Having grown up daily hearing the mellifluous and traditional Spanish names of a bygone era, I can now appreciate their distinctively melodic qualities and like Leslie, mourn the passing of friends, relatives and strangers alike who brought honor to those names.  It makes me cringe when young Hispanos mispronounce (butcher would be a more appropriate term) names those of my generation hold sacrosanct.  Because their own parents were taught to eschew Spanish, it’s entirely inappropriate to blame young Hispanos for any linguistic malapropisms.

Breakfast Quesadilla

Leslie recalls the appropriate recitation of these names by former state historian Estevan Rael-Gálvez as “somewhere between a poem and a lullaby.”  Were she to visit Teofilo’s Restaurante in Los Lunas, Leslie would probably first celebrate the perpetuation of a time-honored, traditional Spanish name on the restaurant’s marquee.  She would probably then shudder the first and subsequent times she heard a server answer the phone “Tio Philo’s.”   Servers aren’t the only ones employing this aberrant mispronunciation, but even more than their customers, they darned well should know better. 

Guacamole and Chips

That not everyone in the village of Los Lunas can correctly pronounce the name Teofilo is probably attributable to the fact everyone calls Pete “Teofilo” Torres, Jr. by his first name.  Everyone in Valencia county pronounces the Torres name correctly and with a bit of reverence.   To put it mildly, the dynastic Torres family is restaurant royalty in Valencia County. In 1949, Pete Jr.’s father and mother Elijia (another melodic New Mexican name) founded the legendary Pete’s Café in Belen, which (ask Arnold Schwarzenegger) is still going strong.  In 1986, Pete, Jr., and his wife Hortencia (more music to my ears) launched Teofilo’s in Los Lunas. 

T’s Huevos in a Bowl

Teofilo’s is situated on Main Street where it faces the historic Luna Mansion which Pete, Jr. purchased in 2009.  Both are historic properties.  The venerable complex which houses Teofilo’s dates from 1913.  It was built for Doctor W.F. Wittwer who was enticed to stay in Los Lunas for the princely sum of fifty dollars per month.  The distinctively old New Mexican architectural design showcases period-specific architecture, including terron (thick slabs of earth rather than adobes) walls and a high-pitched, corrugated tin roof. 

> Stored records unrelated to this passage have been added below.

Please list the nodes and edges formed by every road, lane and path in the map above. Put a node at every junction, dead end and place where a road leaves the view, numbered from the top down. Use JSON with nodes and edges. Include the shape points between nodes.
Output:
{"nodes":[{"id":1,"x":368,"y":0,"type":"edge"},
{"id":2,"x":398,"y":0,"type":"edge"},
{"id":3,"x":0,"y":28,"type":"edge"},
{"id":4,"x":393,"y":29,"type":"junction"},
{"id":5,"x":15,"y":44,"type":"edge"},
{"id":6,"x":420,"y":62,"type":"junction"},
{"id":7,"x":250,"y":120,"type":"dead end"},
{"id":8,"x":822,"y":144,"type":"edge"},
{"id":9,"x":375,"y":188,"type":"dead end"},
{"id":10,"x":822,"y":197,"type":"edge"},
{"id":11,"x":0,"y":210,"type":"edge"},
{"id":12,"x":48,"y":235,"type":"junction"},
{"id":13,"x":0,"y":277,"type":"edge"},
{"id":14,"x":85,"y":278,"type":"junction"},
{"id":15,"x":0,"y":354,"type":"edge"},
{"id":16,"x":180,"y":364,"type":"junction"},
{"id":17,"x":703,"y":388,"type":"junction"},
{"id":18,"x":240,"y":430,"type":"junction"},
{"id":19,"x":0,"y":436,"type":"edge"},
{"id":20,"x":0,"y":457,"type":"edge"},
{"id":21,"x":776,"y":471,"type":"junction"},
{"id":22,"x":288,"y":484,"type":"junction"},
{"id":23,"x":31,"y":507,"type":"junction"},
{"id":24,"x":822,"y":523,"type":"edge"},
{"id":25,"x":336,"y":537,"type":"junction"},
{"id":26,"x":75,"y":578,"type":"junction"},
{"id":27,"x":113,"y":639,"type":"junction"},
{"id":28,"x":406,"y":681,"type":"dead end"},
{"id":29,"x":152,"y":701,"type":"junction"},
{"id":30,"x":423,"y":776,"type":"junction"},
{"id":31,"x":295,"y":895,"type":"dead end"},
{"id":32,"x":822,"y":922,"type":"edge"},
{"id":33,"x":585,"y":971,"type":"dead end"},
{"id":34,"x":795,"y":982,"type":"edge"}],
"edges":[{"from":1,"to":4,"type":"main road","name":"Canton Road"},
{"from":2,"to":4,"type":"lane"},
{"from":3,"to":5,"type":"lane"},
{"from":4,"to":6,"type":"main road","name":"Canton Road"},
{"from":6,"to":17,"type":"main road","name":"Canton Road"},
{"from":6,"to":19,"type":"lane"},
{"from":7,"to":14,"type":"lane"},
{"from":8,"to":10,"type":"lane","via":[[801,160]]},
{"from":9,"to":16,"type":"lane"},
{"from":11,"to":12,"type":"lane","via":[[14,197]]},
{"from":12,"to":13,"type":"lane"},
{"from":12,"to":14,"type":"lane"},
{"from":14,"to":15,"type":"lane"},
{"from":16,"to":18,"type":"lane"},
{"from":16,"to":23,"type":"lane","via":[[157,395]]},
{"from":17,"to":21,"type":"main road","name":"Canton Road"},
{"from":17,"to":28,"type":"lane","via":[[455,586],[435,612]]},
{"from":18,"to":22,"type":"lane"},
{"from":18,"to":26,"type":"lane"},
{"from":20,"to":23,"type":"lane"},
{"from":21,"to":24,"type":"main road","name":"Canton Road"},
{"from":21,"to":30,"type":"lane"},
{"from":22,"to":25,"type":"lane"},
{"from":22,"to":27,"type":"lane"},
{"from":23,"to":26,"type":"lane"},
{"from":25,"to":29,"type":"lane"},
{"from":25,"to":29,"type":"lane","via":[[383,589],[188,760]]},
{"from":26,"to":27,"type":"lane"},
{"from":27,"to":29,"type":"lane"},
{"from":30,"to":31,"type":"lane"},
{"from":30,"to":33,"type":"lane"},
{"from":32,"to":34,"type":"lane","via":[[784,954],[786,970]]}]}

Step into Teofilo’s and you’re not only walking into history, you’re walking into a warm and beckoning interior with period pieces throughout.  It’s akin to walking into someone’s home and in a very real sense, you are.  The small waiting room, which is often standing room only, includes a number of black-and-white photos of Doctor Wittwer and his family.  There are a number of small dining rooms, the most popular of which is probably the enclosed porch area where historic artwork festoons the wall.  The east-facing windows let in both heat and sunlight.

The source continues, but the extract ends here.